Barbanera

Barbanera, vaudeville en un acte, 21 juin 1814.

Théâtre du Vaudeville.

Titre :

Barbanera

Genre

vaudeville

Nombre d'actes :

1

Vers / prose ?

en prose, avec des couplets en vers

Musique :

vaudevilles

Date de création :

21 juin 1814

Théâtre :

Théâtre du Vaudeville

Auteur(s) des paroles :

 

L’Ambigu, ou variétés littéraires et politiques, volume XLVI, n° CCCCVI (10 juillet 1814), p. 43-45 :

[Pour parler de Barbanera, le critique a besoin de raconter une histoire drôle, dont il fait le prototype de la pièce nouvelle. La farce des trois Gascons, c’est trait pour trait le mauvais tour que les « trois belles insulaires » jouent à Barbanera, leur ravisseur. Elles s‘enfuient vers leur île, que le critique ne connaît pas (derrière cette précision, le souci de l’exactitude qu’on retrouve souvent dans les comptes rendus). Au bilan, pièce pas très gaie, ce qui n’a pas empêché le public de s’amuser... à ses dépens, malgré la présence d’« une poignée d'hommes de l'équipage », la claque, que le critique ne se prive pas de ridiculiser. Puis il s’élève à des considérations générales sur le vaudeville, qui « n'est pas tout-à-fait, comme on paraît le croire, un ouvrage sans conséquence ». Il y voit au contraire « une petite comédie » qui a besoin des mêmes ingrédients, caractères, situations, comique. Le vaudeville, genre français (à opposer donc à l’opera buffa italien) qu’il ne faut pas perdre en le laissant aux mains de jeunes débutants soucieux de réussite rapide. Il faut respecter le public qui n’a que faire de pièces faites à la hâte, et ne pas croire qu’il ne vient que pour voir de jolies actrices et écouter des « épigrammes obscènes » : on se lasse des jolis minois débitant des bêtises, et les plaisanteries grivoises sont « de nature à révolter les oreilles les plus aguerries » (le critique parle même de « la pudeur du public »). Si le Vaudeville, qui est en crise, veut survivre, il lui faut passer par une « crise salutaire », « résultat de quelques ouvrages saillans ». Mais on peine à croire ce sursaut possible, tant « le plancher du Vaudeville est devenu […] glissant ».]

Théâtre Du Vaudeville.

Barbanera. [...]

Je parlais l'autre jour des Vaudevilles qu'on a pris dans l'histoire ; j'aime encore mieux qu'on les prenne dans les contes pour rire, parce qu'on ne s'expose pas au danger de déshonorer son sujet. Mes lecteurs ne connaissent pas Barbanera, mais qui ne connaît le stratagème de trois Gascons sans argent, comme tous les Gascons, qui sortirent d'une auberge sans payer la dépense ? l'histoire rapporte qu'après avoir feint de se disputer à qui ferait les honneurs du repas, ils terminèrent leurs débats en couvrant d'un mouchoir les yeux du garçon, et en convenant que celui qu'il saisirait au hasard serait chargé de l'écot. Les Gascons s'esquivent ; le garçon cherche, l'hôte est pris, et le dîner reste à sa charge. Cette histoire n'est pas neuve, et même elle n'est pas piquante, mais les auteurs du Vaudeville tiennent beaucoup à justifier leur devise :

Tout ce qui prête enfin
          Au refrain,
Chez nous on le chansonne.

Je crois même qu'en ce genre ils donnent plus qu'ils n'ont promis.

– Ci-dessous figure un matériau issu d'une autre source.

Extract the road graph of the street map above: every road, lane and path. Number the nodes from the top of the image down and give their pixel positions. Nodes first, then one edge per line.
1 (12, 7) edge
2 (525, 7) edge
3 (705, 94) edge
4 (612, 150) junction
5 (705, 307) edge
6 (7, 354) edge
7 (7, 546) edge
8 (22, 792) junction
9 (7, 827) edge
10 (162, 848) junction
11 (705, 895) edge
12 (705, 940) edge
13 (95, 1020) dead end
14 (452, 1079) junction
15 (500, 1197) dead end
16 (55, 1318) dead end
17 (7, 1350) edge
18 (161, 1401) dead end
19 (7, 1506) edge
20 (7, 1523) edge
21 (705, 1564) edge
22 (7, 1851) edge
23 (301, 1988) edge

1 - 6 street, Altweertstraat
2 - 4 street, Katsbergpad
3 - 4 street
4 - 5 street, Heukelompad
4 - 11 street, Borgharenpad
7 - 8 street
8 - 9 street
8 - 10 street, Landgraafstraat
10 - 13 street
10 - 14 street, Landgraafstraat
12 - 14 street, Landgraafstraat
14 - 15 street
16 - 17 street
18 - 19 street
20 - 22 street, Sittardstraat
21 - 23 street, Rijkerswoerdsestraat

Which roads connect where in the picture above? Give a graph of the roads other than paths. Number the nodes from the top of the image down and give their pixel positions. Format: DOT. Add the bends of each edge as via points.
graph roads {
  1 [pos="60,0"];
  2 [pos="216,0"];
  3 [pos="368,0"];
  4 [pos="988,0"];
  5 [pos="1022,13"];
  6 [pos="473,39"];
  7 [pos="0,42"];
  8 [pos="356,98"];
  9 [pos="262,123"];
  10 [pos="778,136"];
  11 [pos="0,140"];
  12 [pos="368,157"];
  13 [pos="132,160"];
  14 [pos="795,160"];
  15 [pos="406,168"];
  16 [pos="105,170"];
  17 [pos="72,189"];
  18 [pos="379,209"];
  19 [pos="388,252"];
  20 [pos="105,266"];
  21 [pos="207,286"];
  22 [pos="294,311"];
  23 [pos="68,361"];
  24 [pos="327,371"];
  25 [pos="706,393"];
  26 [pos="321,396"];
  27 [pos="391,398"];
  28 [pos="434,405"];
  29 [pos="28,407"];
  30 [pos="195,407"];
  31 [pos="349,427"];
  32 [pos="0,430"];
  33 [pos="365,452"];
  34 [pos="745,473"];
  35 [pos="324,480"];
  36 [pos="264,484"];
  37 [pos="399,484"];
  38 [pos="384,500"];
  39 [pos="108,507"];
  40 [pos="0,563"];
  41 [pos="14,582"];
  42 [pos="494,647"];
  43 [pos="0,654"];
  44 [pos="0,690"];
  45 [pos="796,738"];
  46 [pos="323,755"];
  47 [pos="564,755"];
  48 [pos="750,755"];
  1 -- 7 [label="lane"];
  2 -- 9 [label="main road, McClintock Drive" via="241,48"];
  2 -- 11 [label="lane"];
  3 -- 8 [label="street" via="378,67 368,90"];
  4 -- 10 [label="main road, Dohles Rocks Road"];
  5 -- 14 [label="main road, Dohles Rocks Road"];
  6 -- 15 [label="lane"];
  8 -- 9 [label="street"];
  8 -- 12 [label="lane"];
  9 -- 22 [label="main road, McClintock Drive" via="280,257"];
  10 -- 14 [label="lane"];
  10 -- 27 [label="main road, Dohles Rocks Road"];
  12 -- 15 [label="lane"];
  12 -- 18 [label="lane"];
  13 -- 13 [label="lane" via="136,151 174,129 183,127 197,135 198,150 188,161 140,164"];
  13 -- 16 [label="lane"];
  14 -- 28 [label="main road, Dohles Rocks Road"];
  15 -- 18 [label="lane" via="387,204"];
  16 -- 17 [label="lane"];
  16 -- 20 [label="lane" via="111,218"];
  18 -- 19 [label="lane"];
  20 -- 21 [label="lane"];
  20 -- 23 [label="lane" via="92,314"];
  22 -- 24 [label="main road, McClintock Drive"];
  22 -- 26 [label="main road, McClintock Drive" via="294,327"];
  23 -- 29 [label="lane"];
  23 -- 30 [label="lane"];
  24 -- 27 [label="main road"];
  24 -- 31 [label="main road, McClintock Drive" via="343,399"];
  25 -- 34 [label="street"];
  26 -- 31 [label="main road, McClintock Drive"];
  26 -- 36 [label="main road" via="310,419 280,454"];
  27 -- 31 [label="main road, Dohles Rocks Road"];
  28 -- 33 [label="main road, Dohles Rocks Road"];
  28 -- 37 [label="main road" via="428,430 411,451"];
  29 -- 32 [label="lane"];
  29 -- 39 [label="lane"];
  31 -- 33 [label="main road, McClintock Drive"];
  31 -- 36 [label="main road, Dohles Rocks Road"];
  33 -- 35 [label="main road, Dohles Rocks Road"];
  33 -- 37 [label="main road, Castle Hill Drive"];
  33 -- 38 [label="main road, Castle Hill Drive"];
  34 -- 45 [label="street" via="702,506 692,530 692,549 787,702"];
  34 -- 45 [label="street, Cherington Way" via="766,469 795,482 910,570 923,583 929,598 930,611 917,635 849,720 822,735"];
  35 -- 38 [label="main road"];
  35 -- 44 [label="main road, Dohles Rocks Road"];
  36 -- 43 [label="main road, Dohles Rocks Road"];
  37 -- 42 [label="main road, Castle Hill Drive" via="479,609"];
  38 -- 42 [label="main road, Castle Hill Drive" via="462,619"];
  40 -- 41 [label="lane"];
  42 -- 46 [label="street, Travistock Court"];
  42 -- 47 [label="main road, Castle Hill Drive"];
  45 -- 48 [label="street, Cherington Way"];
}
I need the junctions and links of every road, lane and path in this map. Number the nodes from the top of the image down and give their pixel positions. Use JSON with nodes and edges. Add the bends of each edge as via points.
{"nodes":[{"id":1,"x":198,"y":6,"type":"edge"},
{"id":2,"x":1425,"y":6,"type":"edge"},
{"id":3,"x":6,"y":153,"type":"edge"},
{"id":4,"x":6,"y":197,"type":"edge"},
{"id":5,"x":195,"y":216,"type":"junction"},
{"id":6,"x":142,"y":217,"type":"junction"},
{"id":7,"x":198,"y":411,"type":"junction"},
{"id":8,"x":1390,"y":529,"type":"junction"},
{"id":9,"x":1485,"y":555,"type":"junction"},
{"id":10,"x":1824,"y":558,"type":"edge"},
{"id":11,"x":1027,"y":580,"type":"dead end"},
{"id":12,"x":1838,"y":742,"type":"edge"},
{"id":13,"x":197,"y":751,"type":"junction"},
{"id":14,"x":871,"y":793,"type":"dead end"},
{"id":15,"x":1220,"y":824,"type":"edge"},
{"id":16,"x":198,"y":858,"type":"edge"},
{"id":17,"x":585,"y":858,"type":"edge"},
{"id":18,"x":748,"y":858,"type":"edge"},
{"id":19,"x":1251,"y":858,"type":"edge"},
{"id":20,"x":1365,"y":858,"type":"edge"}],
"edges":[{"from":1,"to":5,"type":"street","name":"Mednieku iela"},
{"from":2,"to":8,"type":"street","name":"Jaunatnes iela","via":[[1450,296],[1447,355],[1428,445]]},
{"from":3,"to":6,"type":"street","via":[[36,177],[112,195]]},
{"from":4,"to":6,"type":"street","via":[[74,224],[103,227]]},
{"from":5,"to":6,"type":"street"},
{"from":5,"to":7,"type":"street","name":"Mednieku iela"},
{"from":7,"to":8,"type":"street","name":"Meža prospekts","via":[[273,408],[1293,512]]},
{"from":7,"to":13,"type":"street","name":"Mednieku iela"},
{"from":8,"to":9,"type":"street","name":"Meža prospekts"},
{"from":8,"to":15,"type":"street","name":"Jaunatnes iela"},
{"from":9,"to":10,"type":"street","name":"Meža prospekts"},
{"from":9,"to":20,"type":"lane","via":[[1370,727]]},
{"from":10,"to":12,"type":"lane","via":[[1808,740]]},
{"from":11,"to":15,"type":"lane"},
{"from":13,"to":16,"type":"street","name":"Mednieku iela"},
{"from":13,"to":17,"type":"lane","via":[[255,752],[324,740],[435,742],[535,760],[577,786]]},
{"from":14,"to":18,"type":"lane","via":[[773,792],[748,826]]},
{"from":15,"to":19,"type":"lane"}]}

Pour se faire une idée du vaudeville nouveau, il faut mettre à la place de l'hôte un corsaire Barbanera qui descend dans une île près de Lipari, et qui la met à contribution ; à la place du garçon, un niais de Palino, qui est le plus insipide et le plus froid de tous les niais ; et à la place des Gascons, trois jeunes filles charmantes pour lesquelles Barbanera demande vingt mille écus de rançon. Les habitants de l'Ile, qui n'estiment pas ces dames à si haut prix, se gardent bien de les racheter, et Barbanera se trouve l'époux heureux de trois beautés entre lesquelles il n'est pas obligé de choisir ; mais ce Barbanera est un singulier corsaire ; c'est un loup de mer musqué, un petit-maître qui n'a de musulman que la barbe, et qui perd à faire des madrigaux à la française, le temps qu'il pouvait employer à faire des déclarations à la turque. On le décide très-facilement à remettre au hasard le choix de sa conquête, et le mouchoir qui' est destiné à la favorite devient pour un moment le bandeau de Colin-Maillard. Il est vrai qu'il n'en faut pas davantage aux trois belles insulaires pour s'élancer dans la pirogue du corsaire Barbanera, pour aller chercher main-forte à I’île de Lipari, et même pour en revenir, ce qui me fait présumer que l'île qu'elles habitent a été découverte nouvellement dans la mer de Tyrrhene, car je n'en connais point de si voisine de l'île de Lipari. Cependant, je ne prononce là-dessus qu'avec cette modeste retenue dont la sévérité de certains lecteurs m'a fait contracter l'habitude.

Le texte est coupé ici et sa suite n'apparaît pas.